*** Data listing ***

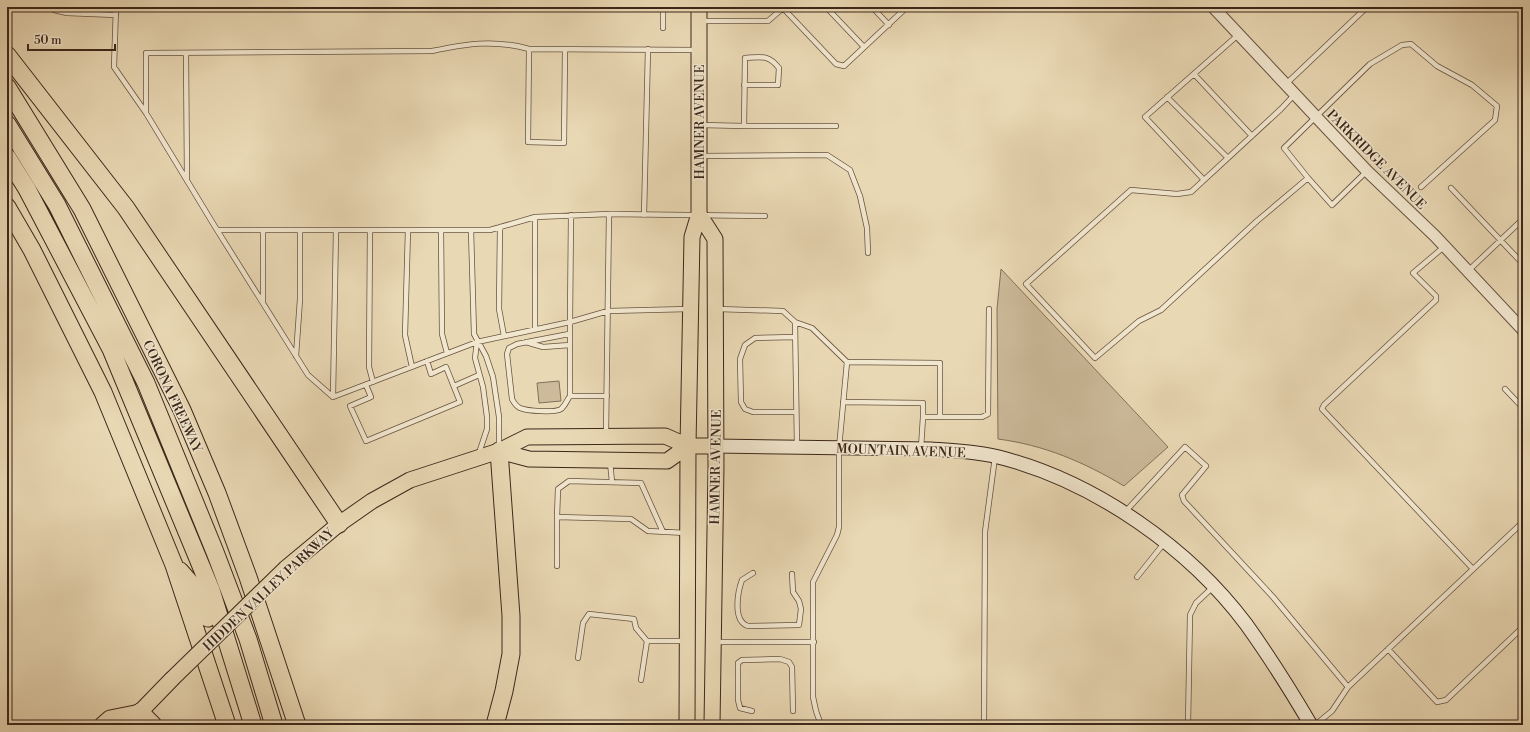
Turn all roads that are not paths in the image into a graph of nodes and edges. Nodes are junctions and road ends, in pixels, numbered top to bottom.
1 (53, 7) edge
2 (116, 7) edge
3 (663, 7) edge
4 (826, 7) edge
5 (872, 7) edge
6 (907, 7) edge
7 (1214, 7) edge
8 (1368, 7) edge
9 (782, 8) edge
10 (116, 15) junction
11 (699, 19) edge
12 (889, 24) junction
13 (663, 28) dead end
14 (1239, 34) junction
15 (864, 47) junction
16 (528, 49) junction
17 (648, 49) junction
18 (565, 50) junction
19 (699, 50) junction
20 (186, 53) junction
21 (7, 56) edge
22 (1194, 74) junction
23 (744, 84) junction
24 (1286, 84) junction
25 (7, 87) edge
26 (1295, 94) junction
27 (1167, 97) junction
28 (146, 113) junction
29 (1316, 118) junction
30 (7, 124) edge
31 (699, 125) junction
32 (744, 126) junction
33 (836, 126) dead end
34 (1252, 136) junction
35 (699, 156) junction
36 (7, 157) edge
37 (1228, 158) junction
38 (1366, 171) junction
39 (1308, 178) junction
40 (186, 180) junction
41 (1204, 180) junction
42 (1421, 187) dead end
43 (1451, 188) dead end
44 (7, 207) edge
45 (609, 214) junction
46 (699, 214) junction
47 (572, 215) junction
48 (644, 215) junction
49 (765, 216) dead end
50 (535, 217) junction
51 (1523, 219) edge
52 (500, 227) junction
53 (217, 230) junction
54 (263, 230) junction
55 (300, 230) junction
56 (336, 230) junction
57 (370, 230) junction
58 (408, 230) junction
59 (441, 230) junction
60 (471, 230) junction
61 (1500, 240) junction
62 (1445, 246) junction
63 (868, 253) dead end
64 (1523, 264) edge
65 (1468, 271) junction
66 (263, 302) junction
67 (690, 309) junction
68 (989, 309) dead end
69 (608, 310) junction
70 (715, 310) junction
71 (570, 322) junction
72 (795, 322) junction
73 (535, 329) junction
74 (1523, 330) edge
75 (570, 334) junction
76 (504, 336) junction
77 (795, 337) junction
78 (478, 342) junction
79 (526, 342) junction
80 (570, 345) junction
81 (447, 353) junction
82 (296, 356) junction
83 (427, 361) junction
84 (847, 362) junction
85 (412, 367) junction
86 (479, 376) junction
87 (373, 382) junction
88 (366, 385) junction
89 (454, 386) junction
90 (1505, 389) dead end
91 (570, 396) junction
92 (607, 396) junction
93 (333, 397) junction
94 (843, 402) junction
95 (1523, 408) edge
96 (796, 412) junction
97 (923, 417) junction
98 (940, 417) junction
99 (606, 436) junction
100 (688, 446) junction
101 (715, 446) junction
102 (797, 447) junction
103 (839, 448) junction
104 (921, 449) junction
105 (499, 451) junction
106 (478, 457) junction
107 (995, 457) junction
108 (610, 460) junction
109 (612, 482) junction
110 (1124, 512) junction
111 (557, 517) junction
112 (1523, 522) edge
113 (339, 524) junction
114 (663, 532) junction
115 (688, 532) junction
116 (1165, 542) junction
117 (174, 565) junction
118 (556, 566) dead end
119 (1473, 569) junction
120 (753, 573) dead end
121 (792, 574) dead end
122 (1137, 577) dead end
123 (1213, 587) junction
124 (1523, 627) edge
125 (647, 641) junction
126 (688, 641) junction
127 (712, 642) junction
128 (814, 642) junction
129 (1388, 650) junction
130 (578, 658) dead end
131 (641, 680) dead end
132 (1348, 687) junction
133 (752, 711) dead end
134 (793, 711) dead end
135 (137, 718) edge
136 (252, 723) edge
137 (102, 725) edge
138 (153, 725) edge
139 (227, 725) edge
140 (274, 725) edge
141 (297, 725) edge
142 (495, 725) edge
143 (687, 725) edge
144 (712, 725) edge
145 (821, 725) edge
146 (984, 725) edge
147 (1188, 725) edge
148 (1312, 725) edge
149 (1315, 725) edge

1 - 10 lane
2 - 10 lane
3 - 13 lane
4 - 15 lane
5 - 12 lane
6 - 12 lane
7 - 14 street, PARKRIDGE AVENUE
8 - 24 lane
9 - 11 lane
9 - 15 lane
10 - 28 lane
11 - 19 main road, HAMNER AVENUE
12 - 15 lane
14 - 22 lane
14 - 24 street, PARKRIDGE AVENUE
16 - 18 lane
16 - 18 lane
16 - 20 lane
17 - 18 lane
17 - 19 lane
17 - 48 lane
19 - 31 main road, HAMNER AVENUE
20 - 28 lane
20 - 40 lane
21 - 113 highway
22 - 27 lane
22 - 34 lane
23 - 23 lane
23 - 32 lane
24 - 26 street, PARKRIDGE AVENUE
25 - 141 highway, CORONA FREEWAY
26 - 29 street, PARKRIDGE AVENUE
26 - 34 lane
27 - 37 lane
27 - 41 lane
28 - 40 lane
29 - 38 street, PARKRIDGE AVENUE
29 - 39 lane
29 - 42 lane
30 - 140 highway
31 - 32 lane
31 - 35 main road, HAMNER AVENUE
32 - 33 lane
34 - 37 lane
35 - 46 main road, HAMNER AVENUE
35 - 63 lane
36 - 136 highway
37 - 41 lane
38 - 39 lane
38 - 62 street, PARKRIDGE AVENUE
39 - 41 lane
40 - 53 lane
43 - 61 lane
44 - 117 highway
45 - 47 lane
45 - 48 lane
45 - 69 lane
46 - 48 lane
46 - 49 lane
46 - 67 main road, HAMNER AVENUE
46 - 70 main road, HAMNER AVENUE
47 - 50 lane
47 - 71 lane
50 - 52 lane
50 - 73 lane
51 - 61 lane
52 - 60 lane
52 - 76 lane
53 - 54 lane
53 - 66 lane
54 - 55 lane
54 - 66 lane
55 - 56 lane
55 - 82 lane
56 - 57 lane
56 - 93 lane
57 - 58 lane
57 - 87 lane
58 - 59 lane
58 - 85 lane
59 - 60 lane
59 - 81 lane
60 - 78 lane
61 - 64 lane
61 - 65 lane
62 - 65 street, PARKRIDGE AVENUE
62 - 119 lane
65 - 74 street, PARKRIDGE AVENUE
66 - 82 lane
67 - 69 lane
67 - 100 main road, HAMNER AVENUE
68 - 98 lane
69 - 71 lane
69 - 92 lane
70 - 72 lane
70 - 101 main road, HAMNER AVENUE
71 - 73 lane
71 - 75 lane
72 - 77 lane
72 - 84 lane
73 - 76 lane
75 - 79 lane
75 - 80 lane
76 - 78 lane
77 - 96 lane
77 - 96 lane
78 - 81 lane
78 - 86 lane
78 - 105 lane
79 - 80 lane
79 - 91 lane
80 - 91 lane
81 - 83 lane
82 - 93 lane
83 - 85 lane
83 - 89 lane
84 - 94 lane
84 - 98 lane
85 - 87 lane
86 - 89 lane
86 - 106 lane
87 - 88 lane
88 - 89 lane
88 - 93 lane
90 - 95 lane
91 - 92 lane
92 - 99 lane
94 - 97 lane
94 - 103 lane
96 - 102 lane
97 - 98 lane
97 - 104 lane
99 - 100 main road, HIDDEN VALLEY PARKWAY
99 - 105 main road, HIDDEN VALLEY PARKWAY
100 - 101 main road
100 - 108 main road
100 - 115 main road, HAMNER AVENUE
101 - 102 main road, MOUNTAIN AVENUE
101 - 127 main road, HAMNER AVENUE
102 - 103 main road, MOUNTAIN AVENUE
103 - 104 main road, MOUNTAIN AVENUE
103 - 128 lane
104 - 107 main road, MOUNTAIN AVENUE
105 - 106 main road, HIDDEN VALLEY PARKWAY
105 - 108 main road
105 - 142 highway
106 - 113 main road, HIDDEN VALLEY PARKWAY
107 - 110 main road, MOUNTAIN AVENUE
107 - 146 lane
108 - 109 lane
109 - 111 lane
109 - 114 lane
110 - 116 main road, MOUNTAIN AVENUE
110 - 132 lane
111 - 114 lane
111 - 118 lane
112 - 119 lane
113 - 135 main road, HIDDEN VALLEY PARKWAY, bridge
114 - 115 lane
115 - 126 main road, HAMNER AVENUE
116 - 122 lane
116 - 123 main road, MOUNTAIN AVENUE
117 - 136 highway
117 - 139 highway
119 - 129 lane
120 - 121 lane
123 - 147 lane
123 - 148 main road, MOUNTAIN AVENUE
124 - 129 lane
125 - 126 lane
125 - 130 lane
125 - 131 lane
126 - 143 main road, HAMNER AVENUE
127 - 128 lane
127 - 144 main road, HAMNER AVENUE
128 - 145 lane
129 - 132 lane
132 - 149 lane
133 - 134 lane
135 - 137 main road
135 - 138 highway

*** End of Data listing ***

• Work instructions: Copy out each line from the preceding entries that mentions the word "MOUNTAIN".

• Task answer:
101 - 102 main road, MOUNTAIN AVENUE
102 - 103 main road, MOUNTAIN AVENUE
103 - 104 main road, MOUNTAIN AVENUE
104 - 107 main road, MOUNTAIN AVENUE
107 - 110 main road, MOUNTAIN AVENUE
110 - 116 main road, MOUNTAIN AVENUE
116 - 123 main road, MOUNTAIN AVENUE
123 - 148 main road, MOUNTAIN AVENUE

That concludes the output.